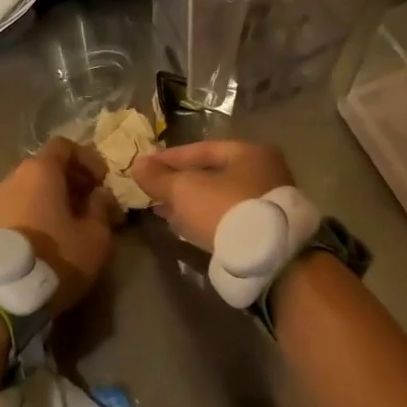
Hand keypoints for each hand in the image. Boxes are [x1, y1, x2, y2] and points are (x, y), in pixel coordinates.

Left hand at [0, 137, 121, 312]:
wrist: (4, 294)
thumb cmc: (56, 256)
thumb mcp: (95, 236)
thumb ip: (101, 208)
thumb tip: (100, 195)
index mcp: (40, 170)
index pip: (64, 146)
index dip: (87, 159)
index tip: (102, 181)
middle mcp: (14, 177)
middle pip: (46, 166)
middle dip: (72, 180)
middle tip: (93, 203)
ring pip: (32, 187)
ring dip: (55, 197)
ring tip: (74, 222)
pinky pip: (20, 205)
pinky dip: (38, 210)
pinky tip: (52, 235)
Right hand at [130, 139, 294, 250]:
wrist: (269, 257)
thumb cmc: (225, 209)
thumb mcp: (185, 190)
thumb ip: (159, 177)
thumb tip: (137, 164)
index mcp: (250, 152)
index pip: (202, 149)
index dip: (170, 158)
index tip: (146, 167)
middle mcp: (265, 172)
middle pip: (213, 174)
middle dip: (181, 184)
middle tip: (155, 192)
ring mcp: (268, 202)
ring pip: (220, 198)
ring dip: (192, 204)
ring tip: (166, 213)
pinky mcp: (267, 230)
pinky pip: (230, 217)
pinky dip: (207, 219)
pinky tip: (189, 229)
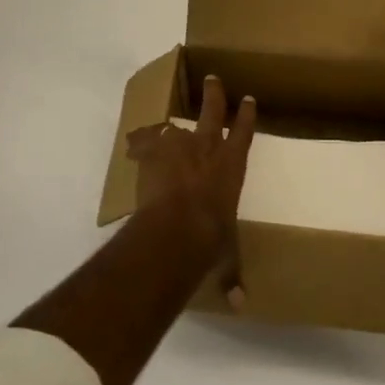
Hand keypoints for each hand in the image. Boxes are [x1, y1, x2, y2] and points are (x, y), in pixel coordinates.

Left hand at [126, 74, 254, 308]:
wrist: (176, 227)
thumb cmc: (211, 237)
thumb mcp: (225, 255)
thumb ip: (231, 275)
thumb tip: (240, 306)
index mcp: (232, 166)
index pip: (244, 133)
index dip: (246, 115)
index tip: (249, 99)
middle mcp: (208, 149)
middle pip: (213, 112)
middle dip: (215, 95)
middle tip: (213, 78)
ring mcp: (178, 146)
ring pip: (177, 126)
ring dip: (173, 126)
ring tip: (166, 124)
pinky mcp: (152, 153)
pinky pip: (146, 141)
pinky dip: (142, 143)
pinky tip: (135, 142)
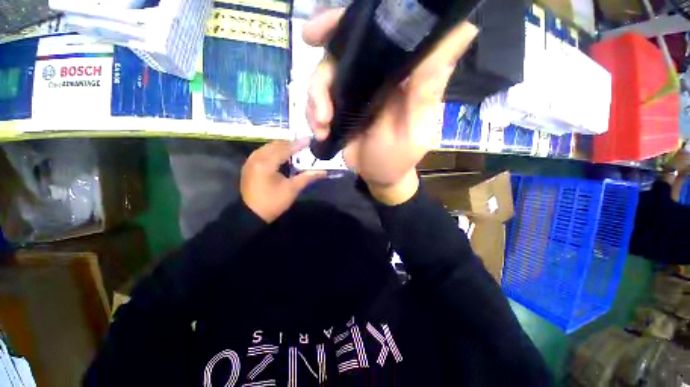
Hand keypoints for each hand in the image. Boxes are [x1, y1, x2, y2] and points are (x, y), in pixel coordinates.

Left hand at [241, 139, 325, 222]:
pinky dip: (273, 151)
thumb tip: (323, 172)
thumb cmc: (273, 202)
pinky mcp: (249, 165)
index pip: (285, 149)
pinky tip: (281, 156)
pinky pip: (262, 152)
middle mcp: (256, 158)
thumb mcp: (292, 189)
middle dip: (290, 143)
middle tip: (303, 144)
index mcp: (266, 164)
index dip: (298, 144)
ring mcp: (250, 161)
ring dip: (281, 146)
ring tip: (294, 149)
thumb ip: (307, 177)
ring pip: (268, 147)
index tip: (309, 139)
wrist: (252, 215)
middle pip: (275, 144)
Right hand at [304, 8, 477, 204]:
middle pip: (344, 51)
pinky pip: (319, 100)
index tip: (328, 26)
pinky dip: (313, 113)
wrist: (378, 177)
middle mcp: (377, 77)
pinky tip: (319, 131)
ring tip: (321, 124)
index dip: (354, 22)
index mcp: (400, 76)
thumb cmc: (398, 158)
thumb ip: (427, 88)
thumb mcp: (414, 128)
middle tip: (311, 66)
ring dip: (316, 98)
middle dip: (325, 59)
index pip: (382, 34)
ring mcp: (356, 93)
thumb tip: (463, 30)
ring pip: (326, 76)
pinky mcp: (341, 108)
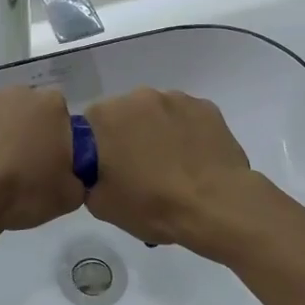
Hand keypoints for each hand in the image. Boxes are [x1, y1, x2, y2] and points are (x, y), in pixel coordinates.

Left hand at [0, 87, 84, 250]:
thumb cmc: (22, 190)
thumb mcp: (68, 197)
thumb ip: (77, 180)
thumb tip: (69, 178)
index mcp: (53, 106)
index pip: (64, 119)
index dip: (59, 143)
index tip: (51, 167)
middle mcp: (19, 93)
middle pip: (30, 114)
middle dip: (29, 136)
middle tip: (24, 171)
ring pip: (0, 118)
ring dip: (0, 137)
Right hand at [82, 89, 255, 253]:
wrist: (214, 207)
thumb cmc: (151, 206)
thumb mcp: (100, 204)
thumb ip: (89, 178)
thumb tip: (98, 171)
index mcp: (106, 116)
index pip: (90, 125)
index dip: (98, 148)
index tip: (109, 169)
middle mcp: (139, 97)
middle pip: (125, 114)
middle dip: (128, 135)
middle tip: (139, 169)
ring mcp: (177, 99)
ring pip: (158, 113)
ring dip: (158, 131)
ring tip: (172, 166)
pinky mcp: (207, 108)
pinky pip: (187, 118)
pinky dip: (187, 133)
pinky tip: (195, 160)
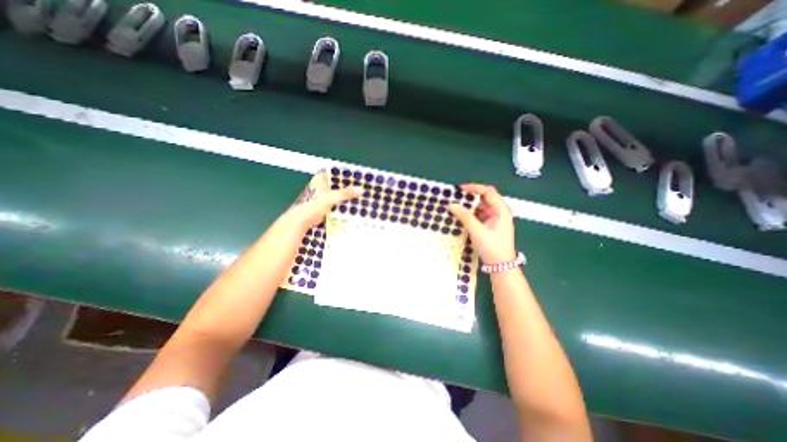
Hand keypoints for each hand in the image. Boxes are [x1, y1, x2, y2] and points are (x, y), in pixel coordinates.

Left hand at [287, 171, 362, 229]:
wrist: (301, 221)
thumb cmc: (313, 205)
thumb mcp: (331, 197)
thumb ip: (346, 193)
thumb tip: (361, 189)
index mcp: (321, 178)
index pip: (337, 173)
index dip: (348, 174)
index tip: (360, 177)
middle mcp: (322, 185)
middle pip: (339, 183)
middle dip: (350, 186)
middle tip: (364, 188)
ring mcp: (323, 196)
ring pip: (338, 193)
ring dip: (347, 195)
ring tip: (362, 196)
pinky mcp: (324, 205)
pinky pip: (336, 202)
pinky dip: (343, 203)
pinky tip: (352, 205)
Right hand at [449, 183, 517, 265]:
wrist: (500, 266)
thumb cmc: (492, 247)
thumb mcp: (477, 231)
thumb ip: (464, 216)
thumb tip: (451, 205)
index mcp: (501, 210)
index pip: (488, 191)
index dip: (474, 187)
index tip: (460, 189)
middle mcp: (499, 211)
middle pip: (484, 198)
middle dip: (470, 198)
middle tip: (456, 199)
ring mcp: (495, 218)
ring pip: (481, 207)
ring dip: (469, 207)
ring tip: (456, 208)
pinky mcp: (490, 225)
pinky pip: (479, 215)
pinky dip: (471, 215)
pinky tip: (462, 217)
● ● ●
> **Work instruction**: Show the lines of the records that include the string "Left".

> **Result of this task**:
Left hand at [0, 137, 121, 312]:
Left hand at [126, 74, 254, 308]:
Left hand at [241, 139, 325, 222]:
Left hand at [0, 87, 84, 250]:
Left hand at [287, 171, 362, 229]:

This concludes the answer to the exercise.